Vor Beginn der Asien-Reise:Merkel stellt Entwicklungshilfe für Indien infrage

Unangenehmes Thema im Reisegepäck: Kurz vor ihrem Indien-Besuch hat Kanzlerin Angela Merkel angekündigt, die deutsche Entwicklungshilfe für das Schwellenland grundlegend zu überdenken.

Wenige Tage vor ihrer Indien-Reise hat Bundeskanzlerin Angela Merkel die deutsche Entwicklungshilfe für das Schwellenland infrage gestellt. Einerseits machten indische Internet-Firmen riesige Gewinne, andererseits herrsche weiterhin große Armut in dem Land, sagte sie auf einer Asien-Konferenz am Freitag in Berlin.

Merkel kündigte an, die Zukunft der Entwicklungshilfe bei ihren Treffen in der nächsten Woche in Neu-Delhi zur Sprache bringen. Man müsse sich fragen, wie lange der bisherige Weg noch fortgesetzt werden könne. Im Klimaschutz und in der Technologie seien die Hilfen aber auch im deutschen Interesse.

Darüber hinaus sprach sich die Kanzlerin dafür aus, die wirtschaftlichen und politischen Beziehungen zu Indien auszubauen. "Wir müssen relativ schnell agieren", sagte Merkel. Lange Zeit sei der Fokus sehr stark auf China gerichtet gewesen. Aber auch Indien sei "ein dramatisch wachsendes Land" und habe eine sehr gute wirtschaftliche Perspektive. "Wir haben als Europäer alle Chancen, auch in einem Land wie Indien. Wir müssen uns nur engagieren", betonte Merkel.

Ferner rief Merkel die asiatischen Staaten zu einem Schulterschluss im Ringen um eine Abrüstung von Atomwaffen auf und verwies dabei auf den internationalen Konflikt um das iranische Atomprogramm. "Deshalb haben wir große gemeinsame Probleme." Es sei richtig, dass sich die internationale Staatengemeinschaft entschieden dafür einsetze, den Iran von der Entwicklung von Atomwaffen abzuhalten.

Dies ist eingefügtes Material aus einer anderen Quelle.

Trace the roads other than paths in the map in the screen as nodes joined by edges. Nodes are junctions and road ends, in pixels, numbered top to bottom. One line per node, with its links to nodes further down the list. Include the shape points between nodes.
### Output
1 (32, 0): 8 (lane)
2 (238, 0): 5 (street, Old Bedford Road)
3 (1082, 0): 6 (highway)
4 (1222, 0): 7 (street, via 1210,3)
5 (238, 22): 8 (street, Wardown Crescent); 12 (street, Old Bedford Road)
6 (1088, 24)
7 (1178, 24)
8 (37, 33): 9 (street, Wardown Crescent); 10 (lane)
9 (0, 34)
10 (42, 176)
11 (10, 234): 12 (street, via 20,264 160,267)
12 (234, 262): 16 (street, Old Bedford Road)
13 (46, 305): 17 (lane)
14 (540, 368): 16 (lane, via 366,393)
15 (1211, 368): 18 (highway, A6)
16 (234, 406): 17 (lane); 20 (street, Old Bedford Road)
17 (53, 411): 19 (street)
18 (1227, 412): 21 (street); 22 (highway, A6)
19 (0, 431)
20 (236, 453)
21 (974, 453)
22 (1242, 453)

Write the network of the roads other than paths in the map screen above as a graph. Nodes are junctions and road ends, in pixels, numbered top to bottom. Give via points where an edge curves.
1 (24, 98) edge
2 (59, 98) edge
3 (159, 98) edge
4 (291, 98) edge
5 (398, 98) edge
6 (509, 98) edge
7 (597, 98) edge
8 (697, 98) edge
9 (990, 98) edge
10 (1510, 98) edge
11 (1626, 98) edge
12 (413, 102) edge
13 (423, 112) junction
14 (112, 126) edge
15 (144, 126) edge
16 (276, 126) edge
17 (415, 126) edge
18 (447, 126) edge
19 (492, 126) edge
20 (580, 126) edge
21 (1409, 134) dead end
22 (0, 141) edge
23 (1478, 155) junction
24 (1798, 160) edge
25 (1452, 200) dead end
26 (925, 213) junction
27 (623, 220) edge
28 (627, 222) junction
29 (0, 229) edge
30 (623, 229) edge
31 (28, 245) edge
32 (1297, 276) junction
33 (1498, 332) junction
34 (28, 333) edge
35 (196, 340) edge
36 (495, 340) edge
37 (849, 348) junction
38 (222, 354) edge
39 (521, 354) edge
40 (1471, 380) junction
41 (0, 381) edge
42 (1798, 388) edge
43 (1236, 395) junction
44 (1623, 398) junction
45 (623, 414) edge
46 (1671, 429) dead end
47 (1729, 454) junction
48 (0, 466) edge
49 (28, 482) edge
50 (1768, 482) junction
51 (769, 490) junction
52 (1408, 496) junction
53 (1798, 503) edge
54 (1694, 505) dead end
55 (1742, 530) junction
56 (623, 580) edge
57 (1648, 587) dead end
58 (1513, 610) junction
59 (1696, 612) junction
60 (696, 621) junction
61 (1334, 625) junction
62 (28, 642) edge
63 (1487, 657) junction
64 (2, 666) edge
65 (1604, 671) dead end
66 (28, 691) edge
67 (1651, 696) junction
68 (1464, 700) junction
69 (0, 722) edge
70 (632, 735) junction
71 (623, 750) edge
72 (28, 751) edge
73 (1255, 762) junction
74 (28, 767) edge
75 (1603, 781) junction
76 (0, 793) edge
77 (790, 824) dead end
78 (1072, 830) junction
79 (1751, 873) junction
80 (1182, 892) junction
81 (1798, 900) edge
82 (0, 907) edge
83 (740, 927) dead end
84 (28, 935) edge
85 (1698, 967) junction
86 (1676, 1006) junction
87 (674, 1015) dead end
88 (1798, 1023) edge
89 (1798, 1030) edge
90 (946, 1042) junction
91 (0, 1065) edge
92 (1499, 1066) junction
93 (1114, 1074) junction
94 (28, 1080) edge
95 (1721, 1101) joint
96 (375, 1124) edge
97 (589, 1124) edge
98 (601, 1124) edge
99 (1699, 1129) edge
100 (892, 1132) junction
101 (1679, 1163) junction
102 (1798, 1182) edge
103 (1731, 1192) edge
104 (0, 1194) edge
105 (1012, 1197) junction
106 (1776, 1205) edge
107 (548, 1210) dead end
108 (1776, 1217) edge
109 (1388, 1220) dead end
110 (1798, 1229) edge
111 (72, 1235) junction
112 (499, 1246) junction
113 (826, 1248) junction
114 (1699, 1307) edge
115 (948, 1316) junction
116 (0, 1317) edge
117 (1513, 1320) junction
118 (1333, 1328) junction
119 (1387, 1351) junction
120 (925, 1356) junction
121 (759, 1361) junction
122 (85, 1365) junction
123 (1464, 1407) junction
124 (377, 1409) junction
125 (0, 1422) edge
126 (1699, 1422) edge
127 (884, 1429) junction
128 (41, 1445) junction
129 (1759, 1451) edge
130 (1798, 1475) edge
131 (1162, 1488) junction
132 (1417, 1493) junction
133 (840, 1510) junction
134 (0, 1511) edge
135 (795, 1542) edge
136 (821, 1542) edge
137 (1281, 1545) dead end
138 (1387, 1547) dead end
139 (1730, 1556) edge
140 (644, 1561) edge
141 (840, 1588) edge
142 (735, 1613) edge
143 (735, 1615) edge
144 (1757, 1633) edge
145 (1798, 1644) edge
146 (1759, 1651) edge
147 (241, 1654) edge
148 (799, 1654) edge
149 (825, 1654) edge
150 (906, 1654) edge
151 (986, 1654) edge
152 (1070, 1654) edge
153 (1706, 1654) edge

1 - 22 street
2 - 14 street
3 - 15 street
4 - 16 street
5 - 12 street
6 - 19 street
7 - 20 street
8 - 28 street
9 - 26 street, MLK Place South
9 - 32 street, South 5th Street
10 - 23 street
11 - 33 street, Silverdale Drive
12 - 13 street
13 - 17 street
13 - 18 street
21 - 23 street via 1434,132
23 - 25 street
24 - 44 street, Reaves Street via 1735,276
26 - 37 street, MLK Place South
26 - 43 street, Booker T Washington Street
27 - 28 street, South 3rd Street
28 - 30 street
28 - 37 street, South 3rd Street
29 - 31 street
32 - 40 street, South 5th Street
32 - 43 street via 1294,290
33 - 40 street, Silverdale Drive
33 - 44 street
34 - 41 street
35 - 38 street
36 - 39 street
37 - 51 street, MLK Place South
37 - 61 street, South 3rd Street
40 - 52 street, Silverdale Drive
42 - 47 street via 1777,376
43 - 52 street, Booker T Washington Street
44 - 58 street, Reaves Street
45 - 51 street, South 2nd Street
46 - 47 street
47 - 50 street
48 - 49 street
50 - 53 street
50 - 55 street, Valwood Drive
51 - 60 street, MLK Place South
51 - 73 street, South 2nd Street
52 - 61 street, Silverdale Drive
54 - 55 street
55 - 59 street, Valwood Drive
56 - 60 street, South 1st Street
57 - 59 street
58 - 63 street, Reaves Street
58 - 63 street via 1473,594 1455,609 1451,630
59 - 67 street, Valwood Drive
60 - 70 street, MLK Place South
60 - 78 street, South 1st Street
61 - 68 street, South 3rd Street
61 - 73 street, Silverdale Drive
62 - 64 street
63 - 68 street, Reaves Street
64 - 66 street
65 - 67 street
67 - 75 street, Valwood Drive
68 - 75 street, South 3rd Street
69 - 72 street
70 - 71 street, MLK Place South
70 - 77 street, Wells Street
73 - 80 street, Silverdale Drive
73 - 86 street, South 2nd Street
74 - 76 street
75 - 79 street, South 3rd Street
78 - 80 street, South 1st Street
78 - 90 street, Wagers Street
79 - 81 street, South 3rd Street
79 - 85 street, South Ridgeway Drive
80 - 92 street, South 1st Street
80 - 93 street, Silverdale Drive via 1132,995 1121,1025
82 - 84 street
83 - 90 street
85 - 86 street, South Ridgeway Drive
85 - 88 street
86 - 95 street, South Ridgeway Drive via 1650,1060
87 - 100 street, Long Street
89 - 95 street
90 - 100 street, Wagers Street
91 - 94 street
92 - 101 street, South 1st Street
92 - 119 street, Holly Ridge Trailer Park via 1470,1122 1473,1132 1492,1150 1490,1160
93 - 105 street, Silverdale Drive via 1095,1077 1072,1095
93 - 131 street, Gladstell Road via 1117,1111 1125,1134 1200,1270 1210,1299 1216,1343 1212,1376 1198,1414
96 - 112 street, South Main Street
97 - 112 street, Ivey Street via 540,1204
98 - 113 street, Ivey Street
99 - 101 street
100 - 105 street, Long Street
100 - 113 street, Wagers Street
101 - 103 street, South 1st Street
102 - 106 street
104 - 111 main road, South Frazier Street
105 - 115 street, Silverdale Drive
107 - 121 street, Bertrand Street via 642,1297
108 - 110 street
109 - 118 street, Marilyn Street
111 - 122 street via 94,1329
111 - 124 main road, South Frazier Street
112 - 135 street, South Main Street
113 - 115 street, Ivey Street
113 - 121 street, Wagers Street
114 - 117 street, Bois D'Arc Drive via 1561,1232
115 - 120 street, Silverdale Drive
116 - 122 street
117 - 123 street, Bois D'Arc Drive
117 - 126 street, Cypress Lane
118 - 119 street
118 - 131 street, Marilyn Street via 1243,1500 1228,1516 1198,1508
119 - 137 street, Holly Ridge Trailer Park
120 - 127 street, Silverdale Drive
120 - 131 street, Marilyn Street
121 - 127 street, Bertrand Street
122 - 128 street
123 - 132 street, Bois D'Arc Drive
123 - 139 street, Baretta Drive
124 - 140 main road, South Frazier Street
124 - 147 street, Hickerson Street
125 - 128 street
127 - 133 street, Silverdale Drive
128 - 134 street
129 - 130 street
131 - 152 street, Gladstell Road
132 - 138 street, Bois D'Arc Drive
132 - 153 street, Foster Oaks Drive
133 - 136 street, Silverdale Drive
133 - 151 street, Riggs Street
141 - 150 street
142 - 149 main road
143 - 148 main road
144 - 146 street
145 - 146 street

Viertgrößter Handelspartner

Die Kanzlerin betonte die Bedeutung der boomenden Wirtschaft Indiens für die deutsche Konjunktur. Mit einer erstarkenden Wirtschaft wüchsen aber auch die Erwartungen an die politische Verantwortung Asiens. Dies gelte nicht nur für den Klimaschutz.

Merkel bricht am Montag gemeinsam mit einer hochrangigen Wirtschaftsdelegation zu einer viertägigen Indien-Reise auf. Im Mittelpunkt ihrer Gespräche in Neu-Delhi und Bombay stehen die Wirtschaftsbeziehungen und der Kampf gegen den Klimawandel. In Asien rangiert Indien unter den Handelspartnern Deutschlands nach China, Japan und Südkorea auf Platz vier.

Durch das rasante Wirtschaftswachstum von zuletzt über neun Prozent dürfte sich Indiens Energiebedarf nach Schätzung der Internationalen Energieagentur bis zum Jahr 2030 mehr als verdoppeln. Der Bundesverband der Deutschen Industrie erwartet sogar eine Vervierfachung. Dabei dürfte der Ausbau der Atomenergie eine besondere Rolle spielen, aber auch die Nutzung erneuerbarer Energien soll vorangetrieben werden.